PROBLEM:
Please copy every line from the following entries in which the word "canvas" appears.

MATERIALS PROVIDED:
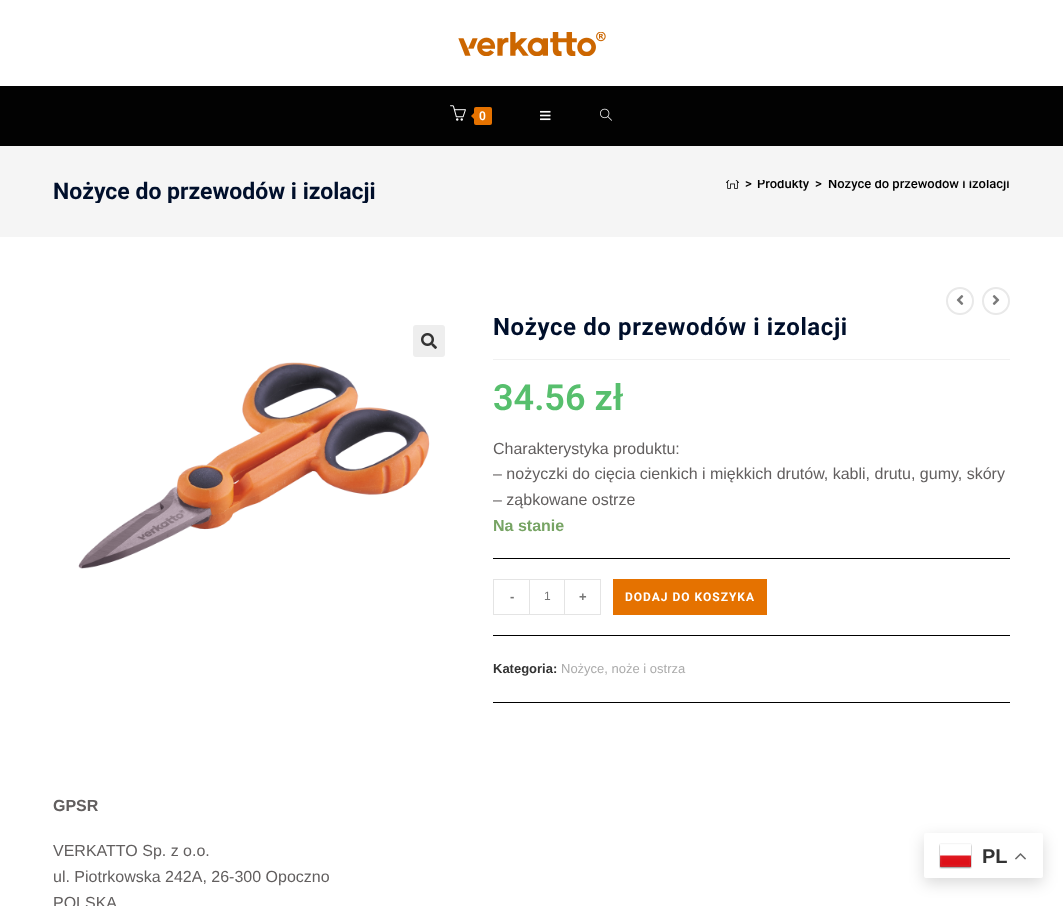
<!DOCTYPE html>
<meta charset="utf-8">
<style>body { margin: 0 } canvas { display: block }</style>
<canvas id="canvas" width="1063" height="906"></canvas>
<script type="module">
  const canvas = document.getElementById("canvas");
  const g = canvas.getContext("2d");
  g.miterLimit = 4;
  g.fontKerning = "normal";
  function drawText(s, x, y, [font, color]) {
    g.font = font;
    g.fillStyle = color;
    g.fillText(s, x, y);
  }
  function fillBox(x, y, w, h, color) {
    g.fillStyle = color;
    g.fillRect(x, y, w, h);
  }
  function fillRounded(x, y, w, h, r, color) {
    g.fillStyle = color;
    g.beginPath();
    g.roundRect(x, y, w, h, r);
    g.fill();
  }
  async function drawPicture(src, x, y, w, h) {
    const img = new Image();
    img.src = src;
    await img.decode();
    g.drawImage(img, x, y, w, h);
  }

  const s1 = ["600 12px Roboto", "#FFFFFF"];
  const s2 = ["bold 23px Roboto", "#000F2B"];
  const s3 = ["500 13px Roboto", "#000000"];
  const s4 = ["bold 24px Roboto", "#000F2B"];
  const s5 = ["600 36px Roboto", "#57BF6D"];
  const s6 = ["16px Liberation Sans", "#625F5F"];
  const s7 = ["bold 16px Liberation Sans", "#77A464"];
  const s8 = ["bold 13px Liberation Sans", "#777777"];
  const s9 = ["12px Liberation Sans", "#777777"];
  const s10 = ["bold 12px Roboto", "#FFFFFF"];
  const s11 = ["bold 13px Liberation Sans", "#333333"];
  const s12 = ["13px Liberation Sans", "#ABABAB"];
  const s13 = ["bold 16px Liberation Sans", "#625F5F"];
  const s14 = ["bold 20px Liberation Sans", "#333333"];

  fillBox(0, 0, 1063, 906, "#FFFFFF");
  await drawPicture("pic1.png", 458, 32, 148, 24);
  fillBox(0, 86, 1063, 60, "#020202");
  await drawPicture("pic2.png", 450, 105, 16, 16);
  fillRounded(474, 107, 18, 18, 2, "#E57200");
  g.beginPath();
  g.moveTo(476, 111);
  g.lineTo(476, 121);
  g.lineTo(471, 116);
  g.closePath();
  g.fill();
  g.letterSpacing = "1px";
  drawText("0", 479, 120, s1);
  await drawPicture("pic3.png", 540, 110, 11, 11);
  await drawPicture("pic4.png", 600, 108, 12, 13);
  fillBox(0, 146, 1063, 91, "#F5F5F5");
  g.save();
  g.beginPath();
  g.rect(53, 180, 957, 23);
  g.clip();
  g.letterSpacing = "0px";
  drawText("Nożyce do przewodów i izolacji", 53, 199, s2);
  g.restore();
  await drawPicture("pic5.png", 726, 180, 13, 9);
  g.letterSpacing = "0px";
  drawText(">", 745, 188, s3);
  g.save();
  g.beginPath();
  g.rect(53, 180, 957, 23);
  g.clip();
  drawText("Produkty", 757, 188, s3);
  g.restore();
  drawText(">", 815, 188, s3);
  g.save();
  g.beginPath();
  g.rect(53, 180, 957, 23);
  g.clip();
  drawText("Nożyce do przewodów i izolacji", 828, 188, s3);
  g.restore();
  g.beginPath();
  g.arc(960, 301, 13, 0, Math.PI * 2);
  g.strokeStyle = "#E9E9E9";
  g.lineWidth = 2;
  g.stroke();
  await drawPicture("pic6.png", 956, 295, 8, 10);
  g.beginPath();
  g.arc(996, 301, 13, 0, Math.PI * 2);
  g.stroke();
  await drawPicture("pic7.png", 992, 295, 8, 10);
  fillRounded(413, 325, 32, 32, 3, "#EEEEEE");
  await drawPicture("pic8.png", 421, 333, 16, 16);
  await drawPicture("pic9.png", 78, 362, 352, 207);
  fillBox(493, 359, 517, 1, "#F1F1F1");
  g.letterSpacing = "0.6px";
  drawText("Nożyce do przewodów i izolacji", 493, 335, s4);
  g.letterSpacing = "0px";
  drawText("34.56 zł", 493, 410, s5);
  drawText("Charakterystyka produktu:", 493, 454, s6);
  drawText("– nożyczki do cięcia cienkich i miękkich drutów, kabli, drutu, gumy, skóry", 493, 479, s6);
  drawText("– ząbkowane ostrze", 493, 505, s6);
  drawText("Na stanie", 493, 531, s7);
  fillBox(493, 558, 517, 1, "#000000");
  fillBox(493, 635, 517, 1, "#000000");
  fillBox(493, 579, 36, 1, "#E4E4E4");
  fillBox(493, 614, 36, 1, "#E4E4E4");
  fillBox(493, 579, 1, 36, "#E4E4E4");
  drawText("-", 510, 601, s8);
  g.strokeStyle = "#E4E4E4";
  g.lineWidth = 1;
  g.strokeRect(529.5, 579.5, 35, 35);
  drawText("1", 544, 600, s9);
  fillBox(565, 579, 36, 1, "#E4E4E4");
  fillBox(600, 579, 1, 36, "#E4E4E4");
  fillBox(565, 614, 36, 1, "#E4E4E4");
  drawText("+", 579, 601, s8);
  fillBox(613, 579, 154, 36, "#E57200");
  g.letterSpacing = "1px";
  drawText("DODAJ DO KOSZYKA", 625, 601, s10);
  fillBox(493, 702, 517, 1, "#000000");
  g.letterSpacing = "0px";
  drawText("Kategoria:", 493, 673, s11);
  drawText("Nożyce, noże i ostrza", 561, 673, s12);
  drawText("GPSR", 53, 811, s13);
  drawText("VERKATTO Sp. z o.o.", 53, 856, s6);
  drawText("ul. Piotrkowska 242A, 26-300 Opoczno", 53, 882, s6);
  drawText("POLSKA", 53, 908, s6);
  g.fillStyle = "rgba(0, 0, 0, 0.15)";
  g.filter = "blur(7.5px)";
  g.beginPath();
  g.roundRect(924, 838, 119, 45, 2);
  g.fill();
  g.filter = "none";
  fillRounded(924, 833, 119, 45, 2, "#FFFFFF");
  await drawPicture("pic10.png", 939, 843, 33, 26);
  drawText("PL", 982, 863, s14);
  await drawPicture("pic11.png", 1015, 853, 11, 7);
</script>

TASK ANSWER:
<style>body { margin: 0 } canvas { display: block }</style>
<canvas id="canvas" width="1063" height="906"></canvas>
  const canvas = document.getElementById("canvas");
  const g = canvas.getContext("2d");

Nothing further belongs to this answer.